• WORK INSTRUCTIONS: For the word "routing", state how many lines of the records include it, with no other text.

• Stored data:
◇ ◇ ◇ ◇ ◇

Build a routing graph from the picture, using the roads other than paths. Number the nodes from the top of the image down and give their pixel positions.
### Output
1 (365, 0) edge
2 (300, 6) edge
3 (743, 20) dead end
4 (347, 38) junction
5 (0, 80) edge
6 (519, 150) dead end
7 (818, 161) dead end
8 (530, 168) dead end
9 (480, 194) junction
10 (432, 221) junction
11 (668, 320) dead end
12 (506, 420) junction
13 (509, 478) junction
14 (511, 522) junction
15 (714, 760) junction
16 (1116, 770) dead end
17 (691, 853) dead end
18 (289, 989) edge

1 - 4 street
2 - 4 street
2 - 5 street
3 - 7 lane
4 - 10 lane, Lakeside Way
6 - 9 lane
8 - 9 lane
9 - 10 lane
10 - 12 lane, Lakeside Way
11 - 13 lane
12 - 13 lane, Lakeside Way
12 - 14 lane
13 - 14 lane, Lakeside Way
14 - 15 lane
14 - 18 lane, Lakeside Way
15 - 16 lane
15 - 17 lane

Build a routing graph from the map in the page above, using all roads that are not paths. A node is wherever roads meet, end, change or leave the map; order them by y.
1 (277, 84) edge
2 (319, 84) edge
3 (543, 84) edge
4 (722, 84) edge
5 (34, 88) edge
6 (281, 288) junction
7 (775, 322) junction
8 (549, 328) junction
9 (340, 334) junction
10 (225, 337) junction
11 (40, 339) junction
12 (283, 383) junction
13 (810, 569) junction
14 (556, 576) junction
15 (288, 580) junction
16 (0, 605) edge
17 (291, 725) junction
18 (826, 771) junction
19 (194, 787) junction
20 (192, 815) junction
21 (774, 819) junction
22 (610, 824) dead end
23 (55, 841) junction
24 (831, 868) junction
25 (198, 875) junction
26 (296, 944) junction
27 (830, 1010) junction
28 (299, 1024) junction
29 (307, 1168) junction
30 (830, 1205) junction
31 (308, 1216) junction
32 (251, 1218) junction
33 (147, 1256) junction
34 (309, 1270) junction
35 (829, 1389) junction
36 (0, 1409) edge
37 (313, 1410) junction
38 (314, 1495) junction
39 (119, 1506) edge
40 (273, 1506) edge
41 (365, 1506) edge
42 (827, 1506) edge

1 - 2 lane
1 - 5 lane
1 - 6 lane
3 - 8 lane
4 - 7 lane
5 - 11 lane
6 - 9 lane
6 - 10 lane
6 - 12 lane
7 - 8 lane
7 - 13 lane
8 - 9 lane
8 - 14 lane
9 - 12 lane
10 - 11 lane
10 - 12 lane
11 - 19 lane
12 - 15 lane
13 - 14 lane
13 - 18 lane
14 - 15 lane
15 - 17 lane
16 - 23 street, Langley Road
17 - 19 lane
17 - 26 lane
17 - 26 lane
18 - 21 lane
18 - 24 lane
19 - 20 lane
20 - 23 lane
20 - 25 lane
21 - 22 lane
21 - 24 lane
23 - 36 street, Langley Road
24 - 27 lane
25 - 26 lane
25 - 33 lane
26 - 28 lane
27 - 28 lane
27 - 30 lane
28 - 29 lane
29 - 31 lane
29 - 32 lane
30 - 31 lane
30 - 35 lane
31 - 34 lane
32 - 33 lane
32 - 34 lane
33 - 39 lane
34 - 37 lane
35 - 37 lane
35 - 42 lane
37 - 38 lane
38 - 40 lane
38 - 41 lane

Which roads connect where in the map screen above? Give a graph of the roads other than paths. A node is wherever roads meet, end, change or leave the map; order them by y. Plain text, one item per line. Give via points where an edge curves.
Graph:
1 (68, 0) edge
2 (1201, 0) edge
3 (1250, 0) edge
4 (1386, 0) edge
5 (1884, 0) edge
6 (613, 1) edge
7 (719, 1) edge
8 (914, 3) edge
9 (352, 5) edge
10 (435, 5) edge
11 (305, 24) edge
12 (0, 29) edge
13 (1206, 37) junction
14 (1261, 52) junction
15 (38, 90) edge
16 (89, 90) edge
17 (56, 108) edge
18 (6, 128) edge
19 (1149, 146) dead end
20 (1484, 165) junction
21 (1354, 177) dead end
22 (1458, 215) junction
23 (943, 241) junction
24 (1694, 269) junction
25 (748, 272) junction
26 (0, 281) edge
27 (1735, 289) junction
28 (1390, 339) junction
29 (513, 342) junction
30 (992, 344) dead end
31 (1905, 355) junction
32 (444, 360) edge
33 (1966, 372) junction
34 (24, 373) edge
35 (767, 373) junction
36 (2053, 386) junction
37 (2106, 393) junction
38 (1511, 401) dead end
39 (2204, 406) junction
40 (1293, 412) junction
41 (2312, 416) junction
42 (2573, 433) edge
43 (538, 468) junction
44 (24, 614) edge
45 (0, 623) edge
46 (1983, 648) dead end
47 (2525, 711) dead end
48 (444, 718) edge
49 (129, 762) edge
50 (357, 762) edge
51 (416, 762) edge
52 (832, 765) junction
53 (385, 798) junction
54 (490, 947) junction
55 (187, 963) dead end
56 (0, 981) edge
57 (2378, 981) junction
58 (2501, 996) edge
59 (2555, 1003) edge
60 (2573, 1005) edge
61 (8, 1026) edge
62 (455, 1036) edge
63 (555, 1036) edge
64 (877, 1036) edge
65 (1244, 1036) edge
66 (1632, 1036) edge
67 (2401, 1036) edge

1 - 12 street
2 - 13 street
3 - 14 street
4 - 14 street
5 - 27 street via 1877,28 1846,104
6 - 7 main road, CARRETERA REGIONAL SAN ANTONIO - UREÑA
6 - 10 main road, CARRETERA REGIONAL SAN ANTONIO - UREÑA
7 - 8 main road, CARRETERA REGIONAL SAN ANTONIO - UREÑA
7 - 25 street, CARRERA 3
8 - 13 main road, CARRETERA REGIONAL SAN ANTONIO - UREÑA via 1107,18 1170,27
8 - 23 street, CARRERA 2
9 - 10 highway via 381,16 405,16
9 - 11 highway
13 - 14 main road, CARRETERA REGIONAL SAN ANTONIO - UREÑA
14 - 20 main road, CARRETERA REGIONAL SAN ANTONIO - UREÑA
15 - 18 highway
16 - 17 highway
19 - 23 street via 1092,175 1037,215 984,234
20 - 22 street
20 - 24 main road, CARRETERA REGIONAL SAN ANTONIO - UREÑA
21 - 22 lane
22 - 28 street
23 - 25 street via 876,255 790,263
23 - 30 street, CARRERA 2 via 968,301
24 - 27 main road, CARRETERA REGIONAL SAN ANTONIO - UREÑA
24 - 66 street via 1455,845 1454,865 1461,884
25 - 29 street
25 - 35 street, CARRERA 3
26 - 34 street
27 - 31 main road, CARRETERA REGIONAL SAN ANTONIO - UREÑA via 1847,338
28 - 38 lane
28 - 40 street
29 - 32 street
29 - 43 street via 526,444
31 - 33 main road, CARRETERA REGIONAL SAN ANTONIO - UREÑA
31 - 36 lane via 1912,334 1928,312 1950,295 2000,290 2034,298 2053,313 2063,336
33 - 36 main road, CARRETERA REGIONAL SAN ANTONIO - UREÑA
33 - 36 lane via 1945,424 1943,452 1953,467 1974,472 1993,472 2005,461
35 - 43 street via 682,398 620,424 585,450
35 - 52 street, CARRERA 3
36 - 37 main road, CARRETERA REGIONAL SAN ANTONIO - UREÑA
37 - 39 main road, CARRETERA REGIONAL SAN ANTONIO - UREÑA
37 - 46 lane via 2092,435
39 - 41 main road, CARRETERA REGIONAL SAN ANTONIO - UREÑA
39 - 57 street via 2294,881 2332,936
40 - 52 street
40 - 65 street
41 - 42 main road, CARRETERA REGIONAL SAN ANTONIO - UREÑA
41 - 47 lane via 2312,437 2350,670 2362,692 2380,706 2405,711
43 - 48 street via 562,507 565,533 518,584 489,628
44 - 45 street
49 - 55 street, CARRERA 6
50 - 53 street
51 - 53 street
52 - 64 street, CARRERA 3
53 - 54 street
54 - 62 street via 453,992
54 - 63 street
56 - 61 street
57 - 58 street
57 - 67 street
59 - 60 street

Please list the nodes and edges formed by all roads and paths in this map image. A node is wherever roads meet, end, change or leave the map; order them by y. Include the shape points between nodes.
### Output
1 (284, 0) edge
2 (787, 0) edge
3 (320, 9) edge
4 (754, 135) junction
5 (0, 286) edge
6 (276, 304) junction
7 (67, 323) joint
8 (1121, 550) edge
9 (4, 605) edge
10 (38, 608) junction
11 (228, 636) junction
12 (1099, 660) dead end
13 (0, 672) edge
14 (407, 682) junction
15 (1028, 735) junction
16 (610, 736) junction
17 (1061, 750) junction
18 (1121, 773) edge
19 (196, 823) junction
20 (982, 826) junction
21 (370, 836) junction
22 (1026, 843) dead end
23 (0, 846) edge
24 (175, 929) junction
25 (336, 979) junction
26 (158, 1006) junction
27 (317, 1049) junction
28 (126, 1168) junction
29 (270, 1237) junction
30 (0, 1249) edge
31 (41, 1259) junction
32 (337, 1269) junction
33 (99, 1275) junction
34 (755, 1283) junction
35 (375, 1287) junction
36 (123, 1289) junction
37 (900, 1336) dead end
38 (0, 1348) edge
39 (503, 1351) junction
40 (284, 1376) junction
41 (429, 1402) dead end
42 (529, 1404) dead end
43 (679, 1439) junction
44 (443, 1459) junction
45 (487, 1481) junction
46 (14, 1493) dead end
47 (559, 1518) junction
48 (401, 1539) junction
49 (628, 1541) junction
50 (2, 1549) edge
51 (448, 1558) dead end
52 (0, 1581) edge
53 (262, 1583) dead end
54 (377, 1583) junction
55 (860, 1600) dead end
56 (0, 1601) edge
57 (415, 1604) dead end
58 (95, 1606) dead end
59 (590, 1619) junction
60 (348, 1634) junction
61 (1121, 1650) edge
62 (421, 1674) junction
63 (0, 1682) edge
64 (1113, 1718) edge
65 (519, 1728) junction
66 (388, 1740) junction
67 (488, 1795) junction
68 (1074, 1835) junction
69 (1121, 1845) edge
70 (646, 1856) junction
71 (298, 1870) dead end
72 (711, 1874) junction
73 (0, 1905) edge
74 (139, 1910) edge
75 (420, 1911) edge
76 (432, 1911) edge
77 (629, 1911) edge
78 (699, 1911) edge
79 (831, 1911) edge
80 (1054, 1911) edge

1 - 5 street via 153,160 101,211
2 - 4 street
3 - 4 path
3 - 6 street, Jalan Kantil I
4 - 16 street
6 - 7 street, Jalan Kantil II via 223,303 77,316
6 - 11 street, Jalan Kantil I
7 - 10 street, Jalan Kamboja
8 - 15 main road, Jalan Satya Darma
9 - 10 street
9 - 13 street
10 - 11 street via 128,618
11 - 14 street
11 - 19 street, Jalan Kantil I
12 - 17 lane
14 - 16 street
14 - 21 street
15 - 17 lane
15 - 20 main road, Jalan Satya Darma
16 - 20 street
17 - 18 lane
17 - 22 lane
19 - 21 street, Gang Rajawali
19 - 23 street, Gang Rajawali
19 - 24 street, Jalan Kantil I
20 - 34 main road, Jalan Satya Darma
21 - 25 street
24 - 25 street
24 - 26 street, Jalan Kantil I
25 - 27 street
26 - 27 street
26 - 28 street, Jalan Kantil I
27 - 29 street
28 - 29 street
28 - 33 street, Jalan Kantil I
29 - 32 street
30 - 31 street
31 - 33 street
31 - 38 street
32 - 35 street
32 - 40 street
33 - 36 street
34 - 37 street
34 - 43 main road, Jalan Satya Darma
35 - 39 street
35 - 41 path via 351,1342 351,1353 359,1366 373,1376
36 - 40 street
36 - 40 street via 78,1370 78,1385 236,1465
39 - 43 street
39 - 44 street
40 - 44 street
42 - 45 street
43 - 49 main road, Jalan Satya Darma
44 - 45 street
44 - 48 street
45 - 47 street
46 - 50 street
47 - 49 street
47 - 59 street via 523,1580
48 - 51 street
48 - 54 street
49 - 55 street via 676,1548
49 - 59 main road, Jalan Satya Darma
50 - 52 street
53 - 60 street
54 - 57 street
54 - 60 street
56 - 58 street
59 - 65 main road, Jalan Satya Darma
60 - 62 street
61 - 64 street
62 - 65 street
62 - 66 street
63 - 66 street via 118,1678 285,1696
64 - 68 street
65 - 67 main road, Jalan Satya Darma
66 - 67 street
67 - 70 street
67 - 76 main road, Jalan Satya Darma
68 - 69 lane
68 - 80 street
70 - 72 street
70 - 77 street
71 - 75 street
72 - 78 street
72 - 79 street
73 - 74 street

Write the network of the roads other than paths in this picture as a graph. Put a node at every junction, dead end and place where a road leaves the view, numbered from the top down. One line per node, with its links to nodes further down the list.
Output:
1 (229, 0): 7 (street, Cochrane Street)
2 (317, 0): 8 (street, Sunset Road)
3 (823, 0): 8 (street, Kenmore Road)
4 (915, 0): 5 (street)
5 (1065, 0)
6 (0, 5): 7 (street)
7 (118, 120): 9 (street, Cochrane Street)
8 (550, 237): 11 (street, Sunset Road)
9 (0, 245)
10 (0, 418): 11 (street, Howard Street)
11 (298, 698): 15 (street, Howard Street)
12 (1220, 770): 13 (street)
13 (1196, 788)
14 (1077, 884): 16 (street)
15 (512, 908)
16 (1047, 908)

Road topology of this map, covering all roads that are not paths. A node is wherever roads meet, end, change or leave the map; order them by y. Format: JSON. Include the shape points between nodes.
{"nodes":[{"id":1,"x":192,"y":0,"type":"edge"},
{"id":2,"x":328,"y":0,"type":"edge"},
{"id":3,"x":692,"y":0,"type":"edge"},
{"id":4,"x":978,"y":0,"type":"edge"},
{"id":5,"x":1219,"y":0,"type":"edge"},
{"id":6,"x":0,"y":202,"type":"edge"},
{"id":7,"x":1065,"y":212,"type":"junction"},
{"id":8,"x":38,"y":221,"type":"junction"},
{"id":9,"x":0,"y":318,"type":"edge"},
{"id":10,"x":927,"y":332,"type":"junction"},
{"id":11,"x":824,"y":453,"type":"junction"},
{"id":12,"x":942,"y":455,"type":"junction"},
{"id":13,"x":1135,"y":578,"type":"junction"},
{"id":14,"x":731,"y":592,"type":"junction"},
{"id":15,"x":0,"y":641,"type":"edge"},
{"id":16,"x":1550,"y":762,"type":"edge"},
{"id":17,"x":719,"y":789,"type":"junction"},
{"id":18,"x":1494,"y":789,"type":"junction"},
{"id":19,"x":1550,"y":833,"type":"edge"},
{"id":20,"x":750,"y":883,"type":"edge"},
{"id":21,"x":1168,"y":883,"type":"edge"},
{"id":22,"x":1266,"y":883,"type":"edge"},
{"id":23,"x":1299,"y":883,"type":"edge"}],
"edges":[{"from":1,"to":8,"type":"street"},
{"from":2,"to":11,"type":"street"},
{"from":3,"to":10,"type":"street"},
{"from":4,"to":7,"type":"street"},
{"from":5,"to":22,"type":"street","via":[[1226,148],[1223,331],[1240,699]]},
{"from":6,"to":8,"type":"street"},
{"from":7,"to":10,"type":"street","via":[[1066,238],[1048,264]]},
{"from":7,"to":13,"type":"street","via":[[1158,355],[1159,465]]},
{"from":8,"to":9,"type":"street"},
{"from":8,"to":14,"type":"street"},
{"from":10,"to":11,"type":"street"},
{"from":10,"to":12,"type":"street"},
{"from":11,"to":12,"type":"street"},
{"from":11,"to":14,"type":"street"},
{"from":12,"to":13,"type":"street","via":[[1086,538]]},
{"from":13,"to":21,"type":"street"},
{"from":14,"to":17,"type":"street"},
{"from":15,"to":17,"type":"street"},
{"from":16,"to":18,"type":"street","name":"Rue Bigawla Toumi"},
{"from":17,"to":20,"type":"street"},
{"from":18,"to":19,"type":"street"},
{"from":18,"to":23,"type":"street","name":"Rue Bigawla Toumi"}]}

◇ ◇ ◇ ◇ ◇

• RESPONSE TO THIS EXERCISE: 2